Conference Proceeding

Publication Date



Software Defined Networking (SDN) is a new network paradigm that facilitates network management by separating the control plane from the data plane. Studies have shown that an SDN may experience a high packet loss rate and a long delay in forwarding messages when the OpenFlow channel is overwhelmed by a saturation attack. The existing approaches have focused on the detection of saturation attacks caused by TCP-SYN flooding through periodic analysis of network traffic. However, there are two issues. First, previous approaches are incapable of detecting other types, especially unknown types, of saturation attacks. Second, they rely on predetermined time-window of network traffic and thus are unable to determine what time window of traffic data would be appropriate for effective attack detection. To tackle these problems, this paper first investigates the impact of different time-windows of OpenFlow traffic on the detection performance of three classification algorithms: the Support Vector Machine (SVM), the Naïve Bayes (NB) classifier, and the K-Nearest Neighbors (K-NN) classifier.
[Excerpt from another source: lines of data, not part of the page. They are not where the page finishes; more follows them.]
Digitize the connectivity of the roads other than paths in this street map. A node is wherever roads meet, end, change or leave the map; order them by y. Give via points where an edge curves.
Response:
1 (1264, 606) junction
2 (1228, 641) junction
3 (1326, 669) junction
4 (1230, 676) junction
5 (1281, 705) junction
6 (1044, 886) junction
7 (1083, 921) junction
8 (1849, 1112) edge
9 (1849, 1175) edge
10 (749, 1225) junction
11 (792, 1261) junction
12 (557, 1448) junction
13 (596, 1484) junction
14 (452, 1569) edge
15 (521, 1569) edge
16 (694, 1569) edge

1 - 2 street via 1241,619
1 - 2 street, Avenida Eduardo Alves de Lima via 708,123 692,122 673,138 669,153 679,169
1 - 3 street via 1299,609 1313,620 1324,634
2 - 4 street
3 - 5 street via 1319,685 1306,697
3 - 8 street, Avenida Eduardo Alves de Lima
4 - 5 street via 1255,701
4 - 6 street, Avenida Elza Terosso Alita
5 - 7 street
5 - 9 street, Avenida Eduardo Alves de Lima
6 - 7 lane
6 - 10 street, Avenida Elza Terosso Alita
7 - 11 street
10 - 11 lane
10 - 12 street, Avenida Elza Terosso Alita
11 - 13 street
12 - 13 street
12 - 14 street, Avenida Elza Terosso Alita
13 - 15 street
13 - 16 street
We have built and analyzed a total of 150 models on OpenFlow traffic datasets generated from both physical and simulated SDN environments. The experiment results show that the chosen time-interval of OpenFlow traffic heavily influences the detection performance - larger time-windows may result in decreased detection performance. In addition, we were able to achieve reasonable accuracy on detection of unknown attacks by applying proper time-windows of OpenFlow traffic.